Redistribution was not a concern for 212Pb internalized in tumor cells, since diffusion of metal ions across the cell membrane would be very slow. However, loss of 212Bi from circulating 212Pb-bioconjugate could allow 212Bi to redistribute and irradiate normal organs.

In the previous studies, DOTA and its N,N,N,N-tetraamide analog were used for binding 212Pb to biomolecules [11]. In our opinion, because formation of kinetically inert Bi3+–DOTA complex is very slow, the released 212Bi from the 212Pb–DOTA complex very poorly reassociates with DOTA. In our studies, we examined selected acyclic and cyclic polyaminopolicarboxylate ligands, which form complexes with bismuth cations more rapidly than does DOTA. The ligands demonstrating high affinity for 3+ metal cations like Fe3+ and lanthanides were selected for our studies. The structure of the ligands is presented in the Fig. 1.

Fig. 1
figure 1

Structure of the ligand studied

From the studied ligands DOTP and BAPTA are the only two, which can be taken into consideration for designing new applicable radioconjugates, because they demonstrate sufficient labeling yields Table 1. The high yield of labeling can be achieved only in the case, when the ligand concentration exceeds 10−4 M. The remaining ligands form complexes with 212Pb with too low efficiency. Therefore, only the 212Pb–DOTP and 212Pb–BAPTA complexes were selected for studying stability in isotonic solution of sodium chloride (0.9 % NaCl).

Table 1 Labeling yield of the ligands by 212Pb. Solution—in 0.01 M CH3COONH4, pH = 6

As shown in Table 2 the 212Pb–DOTP complex is stable in isotonic solution of sodium chloride, because at DOTP concentration of 10−4 M only very small amount of 212Pb escapes into solution. The radioactivity level of released 212Bi is under the limit of detection. Comparison of our results with those on 212Pb–DOTA, described by Mirzadeh et al. [9], shows that DOTA forms with 212Pb kinetically inert complexes. Unfortunately, 212Bi the decay product of 212Pb, released to solution very poorly reassociates with DOTA. On the contrary, DOTP forms with 212Pb more labile complexes, for which the escaped 212Bi easily reassociates with the ligand.

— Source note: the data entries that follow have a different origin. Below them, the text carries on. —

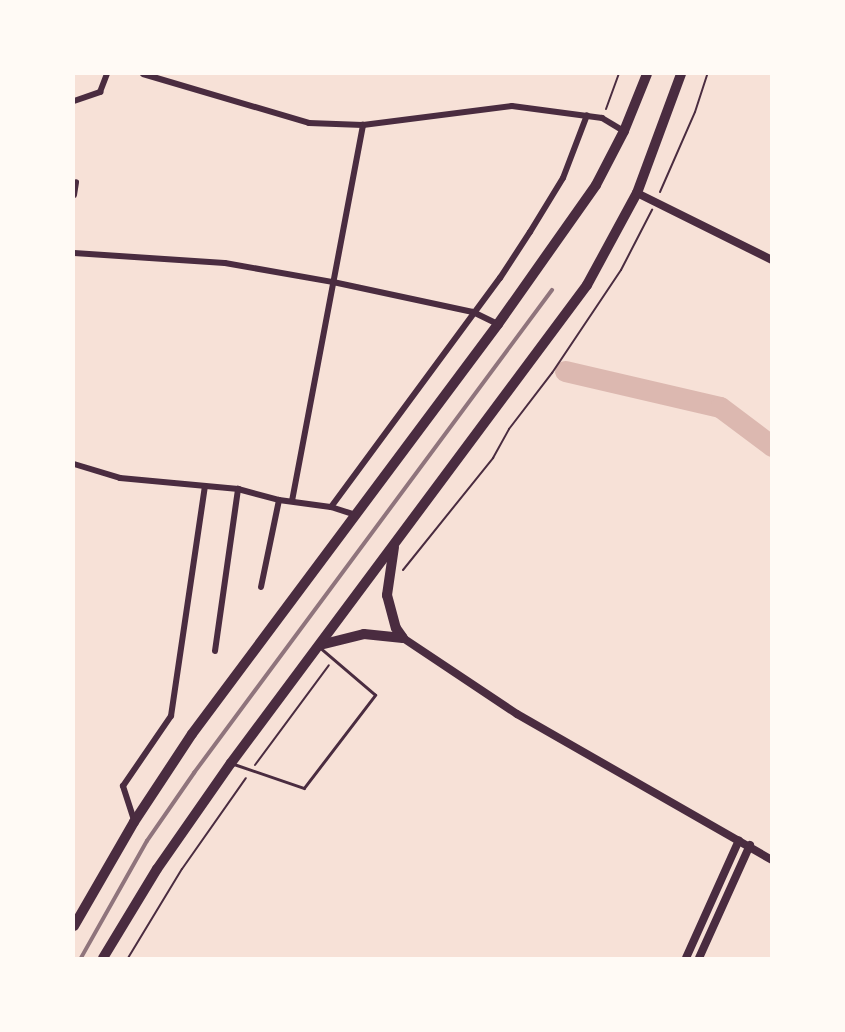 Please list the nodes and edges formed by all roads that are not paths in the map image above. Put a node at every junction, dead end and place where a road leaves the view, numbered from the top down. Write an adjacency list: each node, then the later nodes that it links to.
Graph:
1 (107, 74): 5 (street)
2 (143, 74): 7 (street)
3 (647, 74): 8 (highway)
4 (681, 74): 10 (highway)
5 (74, 101)
6 (587, 115): 7 (street); 8 (street); 15 (street)
7 (363, 125): 14 (street)
8 (624, 131): 16 (highway)
9 (76, 183): 11 (street)
10 (637, 193): 13 (street); 24 (highway)
11 (74, 195)
12 (74, 253): 14 (street)
13 (772, 260)
14 (333, 282): 15 (street); 21 (street)
15 (473, 312): 16 (street); 22 (street)
16 (498, 324): 23 (highway)
17 (74, 464): 18 (street)
18 (205, 486): 19 (street); 30 (street)
19 (238, 489): 20 (street); 28 (street)
20 (279, 500): 21 (street); 25 (street)
21 (292, 501): 22 (street)
22 (331, 507): 23 (street)
23 (355, 515): 30 (highway)
24 (395, 542): 26 (highway); 27 (highway)
25 (261, 587)
26 (403, 638): 27 (highway); 31 (street)
27 (317, 646): 29 (highway); 29 (lane)
28 (215, 651)
29 (231, 763): 35 (highway)
30 (134, 822): 34 (highway)
31 (739, 840): 32 (street); 36 (street)
32 (750, 845): 33 (street); 37 (street)
33 (772, 860)
34 (74, 926)
35 (103, 958)
36 (686, 958)
37 (699, 958) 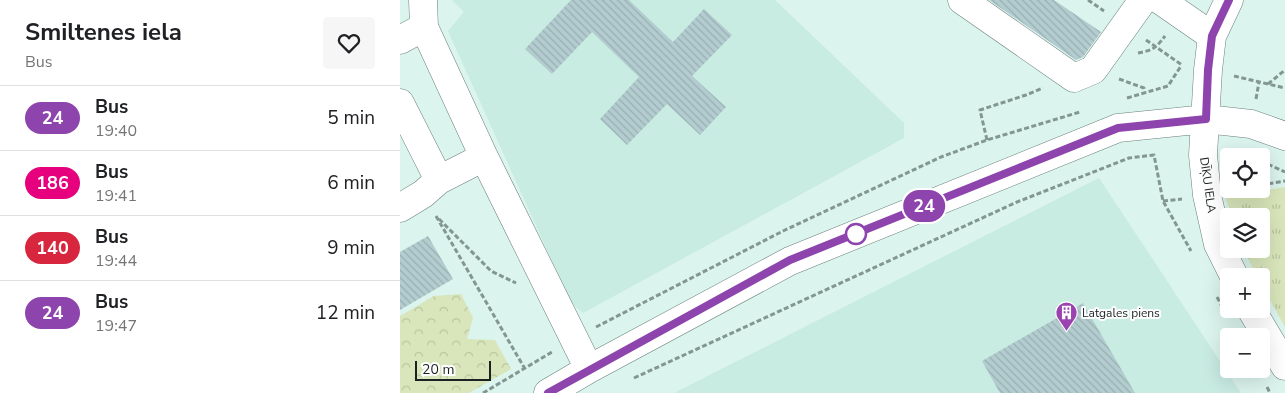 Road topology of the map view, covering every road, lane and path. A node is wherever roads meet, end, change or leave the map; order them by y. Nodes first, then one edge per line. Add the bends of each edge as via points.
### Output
1 (423, 0) edge
2 (962, 0) edge
3 (1143, 0) edge
4 (1160, 0) edge
5 (1229, 0) edge
6 (424, 27) junction
7 (1212, 36) junction
8 (400, 40) edge
9 (1165, 54) dead end
10 (1172, 58) dead end
11 (1285, 70) edge
12 (1232, 76) dead end
13 (1259, 82) junction
14 (1268, 84) junction
15 (1285, 88) edge
16 (1026, 96) dead end
17 (1255, 99) dead end
18 (400, 103) edge
19 (1206, 119) junction
20 (1285, 136) edge
21 (986, 140) dead end
22 (1154, 155) dead end
23 (484, 157) junction
24 (1270, 165) edge
25 (1285, 172) edge
26 (439, 180) junction
27 (1285, 181) edge
28 (1270, 184) edge
29 (1186, 198) dead end
30 (1163, 201) dead end
31 (400, 208) edge
32 (1230, 268) edge
33 (516, 283) dead end
34 (1257, 318) edge
35 (1285, 366) edge
36 (525, 369) dead end
37 (590, 369) junction
38 (628, 380) dead end
39 (548, 393) edge

1 - 6 street
2 - 3 street via 1074,78 1093,70
4 - 7 street
5 - 7 street, DĪĶU IELA
6 - 8 street
6 - 23 street
7 - 19 street, DĪĶU IELA
9 - 10 path
11 - 14 path
12 - 13 path
13 - 14 path
13 - 17 path
14 - 15 path
16 - 21 path via 980,110
18 - 26 street
19 - 20 street via 1251,124
19 - 32 street, DĪĶU IELA via 1203,155 1207,195 1218,244
19 - 37 street via 1118,128 790,260
22 - 38 path via 1129,158 1017,202
23 - 26 street
23 - 37 street
24 - 25 path
26 - 31 street via 424,194
27 - 28 path
29 - 30 path
33 - 36 path via 490,271 435,215
34 - 35 street
37 - 39 street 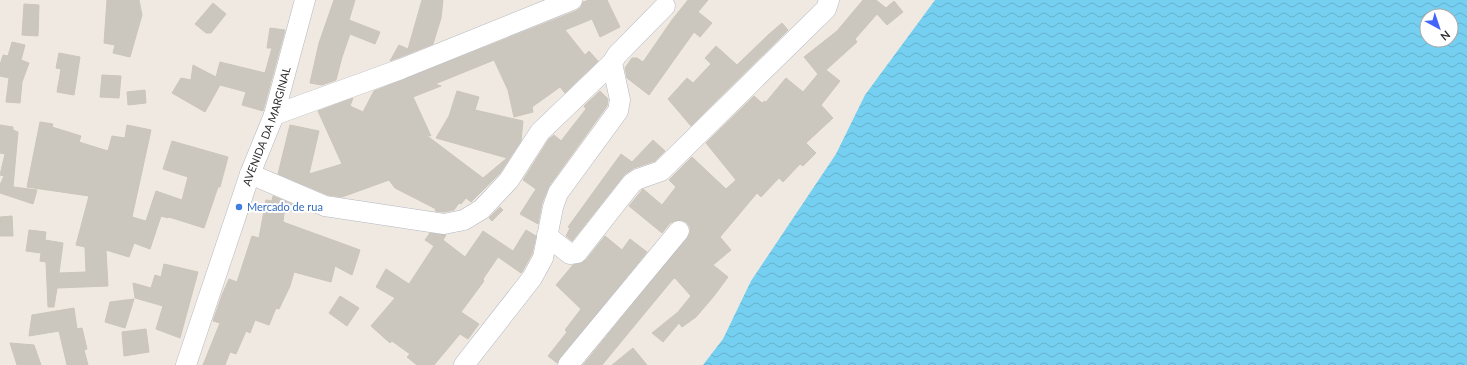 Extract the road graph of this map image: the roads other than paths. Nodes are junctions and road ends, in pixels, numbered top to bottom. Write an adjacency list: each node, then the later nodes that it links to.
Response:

It should be emphasized that 212Pb–DOTP is stable only in the case when concentration of the free ligand exceeds 10−4 M.

Table 2 Stability of 212Pb-DOTP and 212Pb-BAPTA complexes in isotonic solution of sodium chloride

The results obtained show that DOTP could be used as a ligand in designing 212Pb/212Bi in vivo generators, but only in the case when high specific activity of the radiopharmaceutical is not required, as it happens in palliation therapy of bone metastasis.